§ What is needed:
Beginning with the line that has "Extract the road" in it, transcribe the listing exactly through its final line, and add nothing.

§ Information shown:
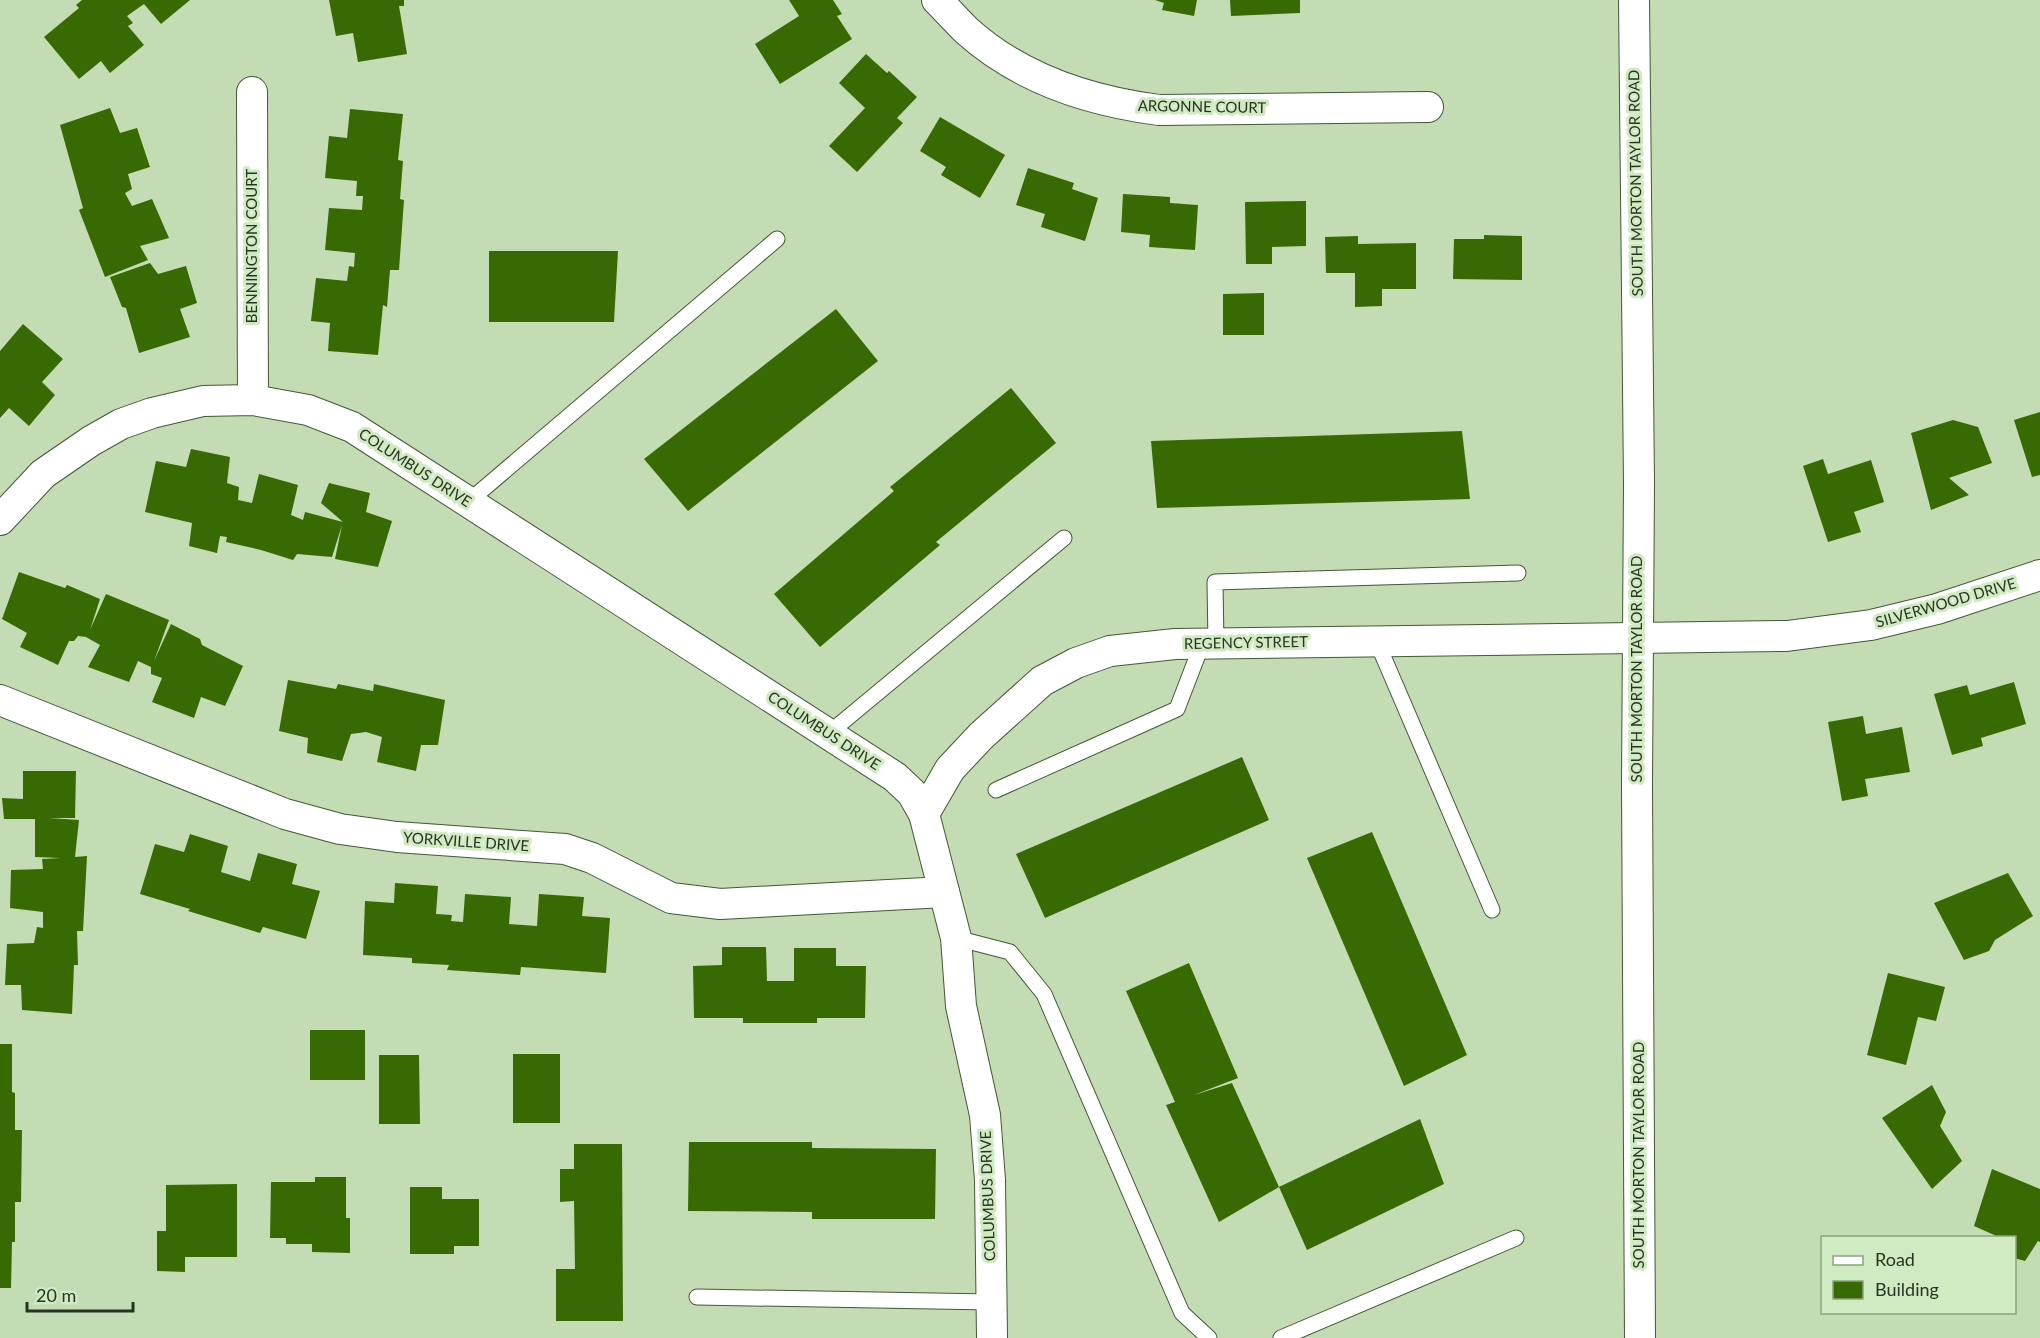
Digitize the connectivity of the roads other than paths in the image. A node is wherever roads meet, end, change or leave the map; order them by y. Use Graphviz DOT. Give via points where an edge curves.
graph roads {
  1 [pos="937,0"];
  2 [pos="1634,0"];
  3 [pos="252,92"];
  4 [pos="1428,107"];
  5 [pos="777,239"];
  6 [pos="253,400"];
  7 [pos="468,502"];
  8 [pos="0,520"];
  9 [pos="1064,538"];
  10 [pos="1518,573"];
  11 [pos="2040,575"];
  12 [pos="1637,639"];
  13 [pos="1377,642"];
  14 [pos="1209,644"];
  15 [pos="0,700"];
  16 [pos="828,734"];
  17 [pos="996,790"];
  18 [pos="924,814"];
  19 [pos="944,891"];
  20 [pos="1492,910"];
  21 [pos="956,938"];
  22 [pos="1516,1238"];
  23 [pos="696,1298"];
  24 [pos="991,1302"];
  25 [pos="992,1338"];
  26 [pos="1209,1338"];
  27 [pos="1281,1338"];
  28 [pos="1640,1338"];
  1 -- 4 [label="street, ARGONNE COURT" via="968,31 1005,59 1042,80 1121,105 1160,110"];
  2 -- 12 [label="street, SOUTH MORTON TAYLOR ROAD"];
  3 -- 6 [label="street, BENNINGTON COURT"];
  5 -- 7 [label="lane"];
  6 -- 7 [label="street, COLUMBUS DRIVE" via="308,410 352,427"];
  6 -- 8 [label="street, COLUMBUS DRIVE" via="203,401 121,424 43,474"];
  7 -- 16 [label="street, COLUMBUS DRIVE"];
  9 -- 16 [label="lane"];
  10 -- 14 [label="lane" via="1215,582"];
  11 -- 12 [label="street, SILVERWOOD DRIVE" via="1937,609 1871,625 1787,636"];
  12 -- 13 [label="street, REGENCY STREET"];
  12 -- 28 [label="street, SOUTH MORTON TAYLOR ROAD"];
  13 -- 14 [label="street, REGENCY STREET"];
  13 -- 20 [label="lane"];
  14 -- 17 [label="lane" via="1177,709"];
  14 -- 18 [label="street, REGENCY STREET" via="1110,651 1042,681 950,769"];
  15 -- 19 [label="street, YORKVILLE DRIVE" via="285,814 340,829 397,837 565,849 592,858 671,898 720,904"];
  16 -- 18 [label="street, COLUMBUS DRIVE" via="895,777 912,793"];
  18 -- 19 [label="street, COLUMBUS DRIVE"];
  19 -- 21 [label="street, COLUMBUS DRIVE"];
  21 -- 24 [label="street, COLUMBUS DRIVE" via="961,1006 985,1114"];
  21 -- 26 [label="lane" via="1010,952 1044,994 1182,1313"];
  22 -- 27 [label="lane"];
  23 -- 24 [label="lane"];
  24 -- 25 [label="street, COLUMBUS DRIVE"];
}
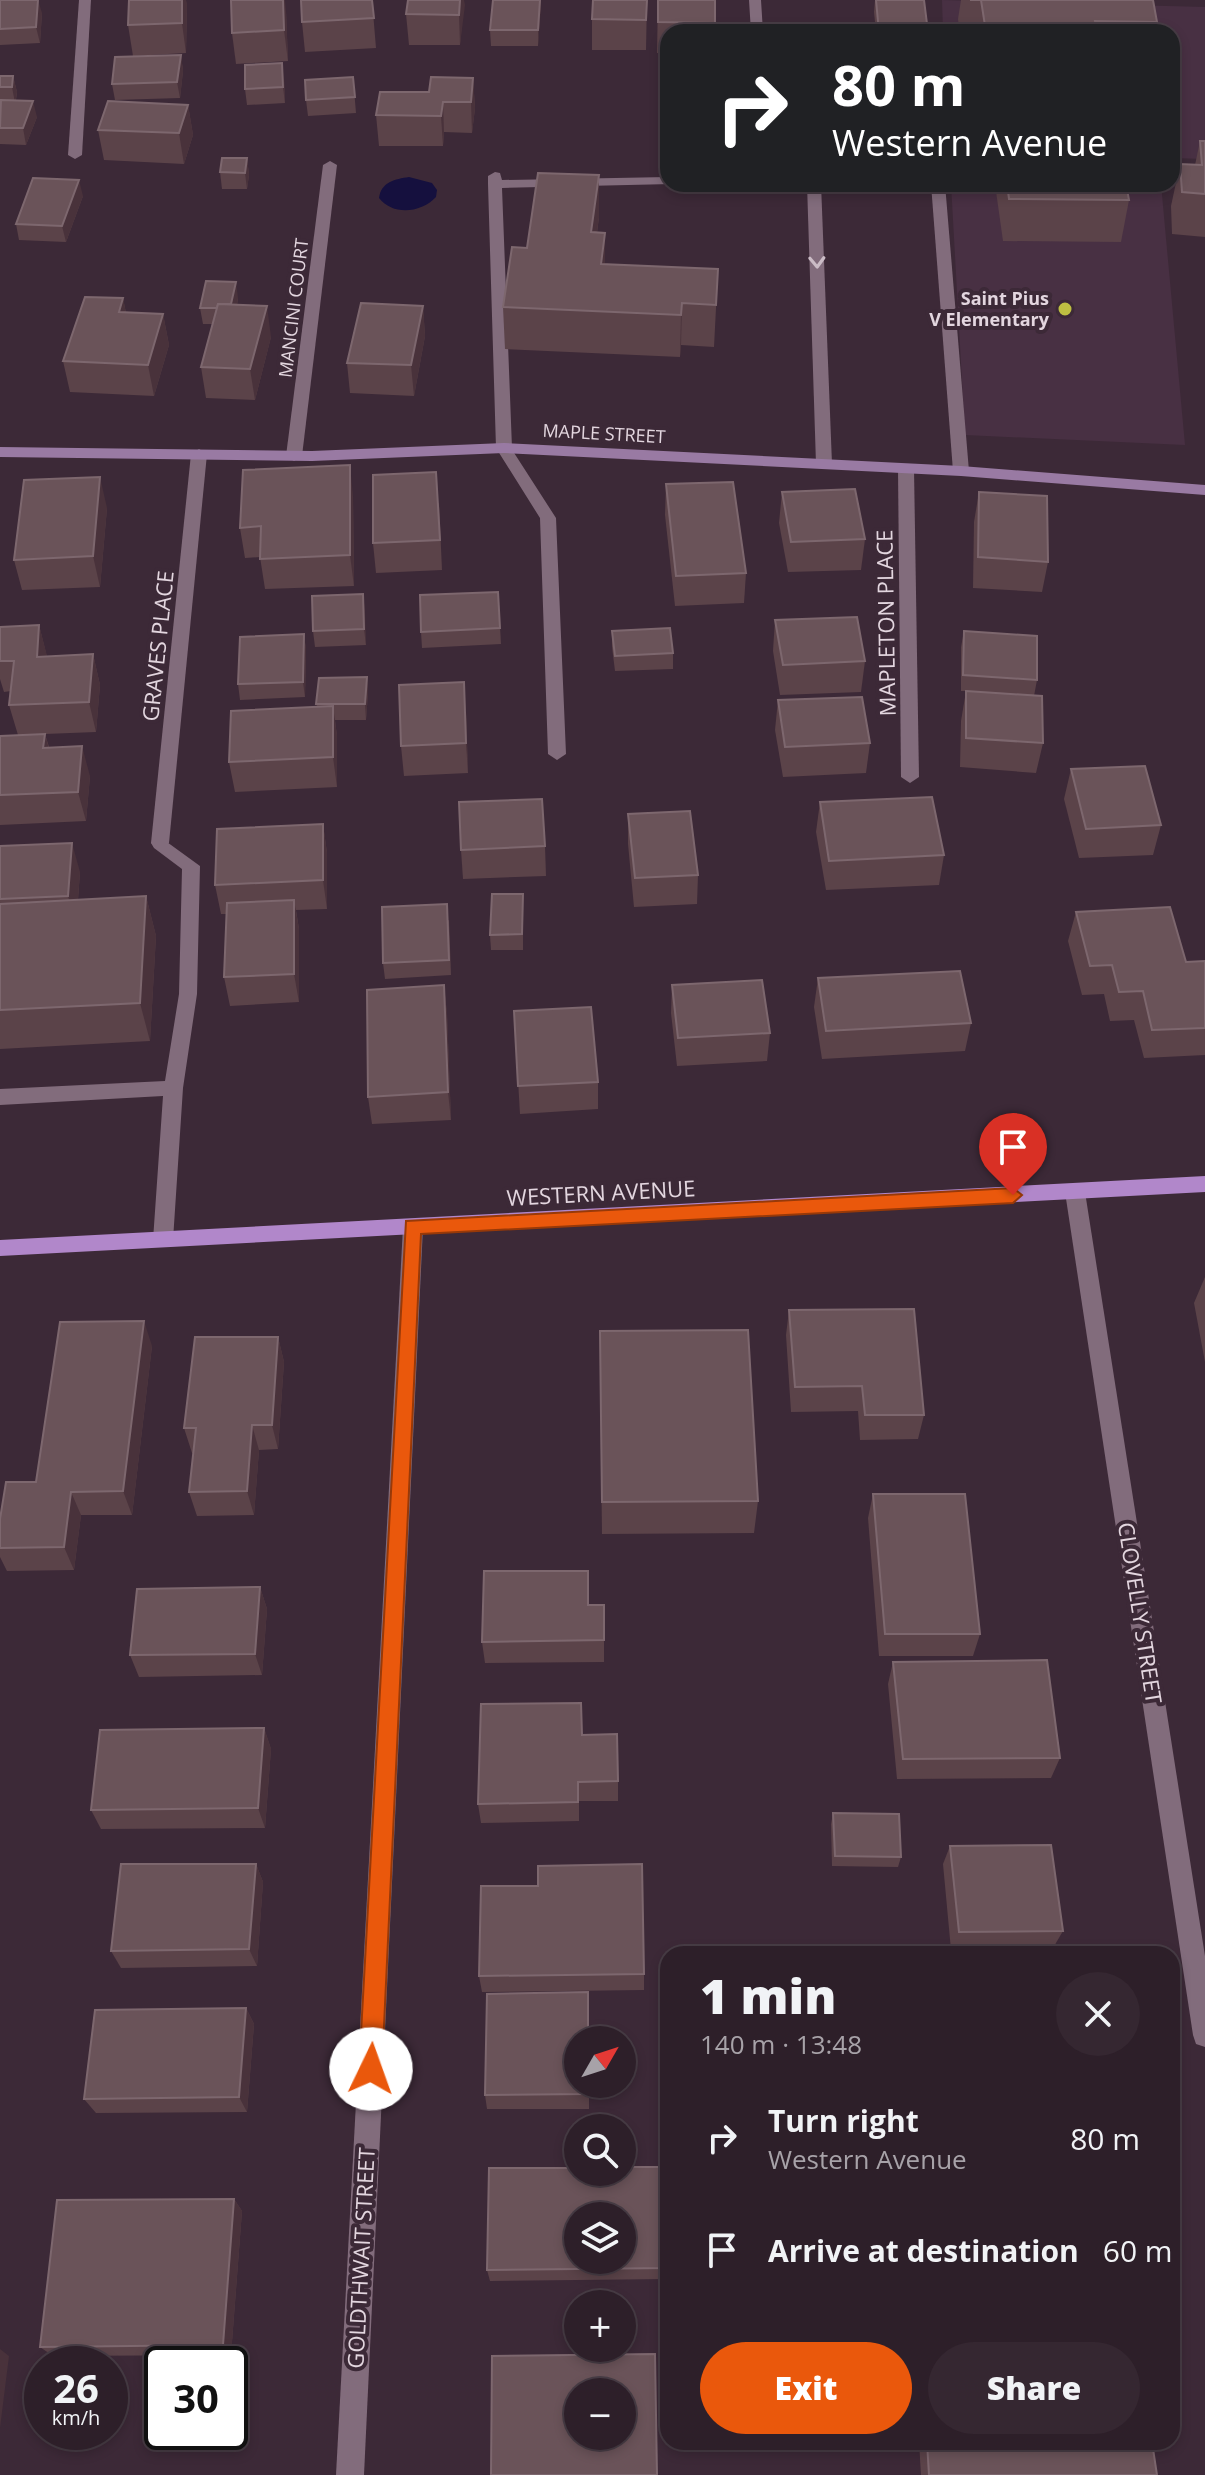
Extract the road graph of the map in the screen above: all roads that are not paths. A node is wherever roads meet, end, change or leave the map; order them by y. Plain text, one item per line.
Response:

§ Exercise solution:
Extract the road graph of the map in the screen above: all roads that are not paths. A node is wherever roads meet, end, change or leave the map; order them by y. Plain text, one item per line.
Response:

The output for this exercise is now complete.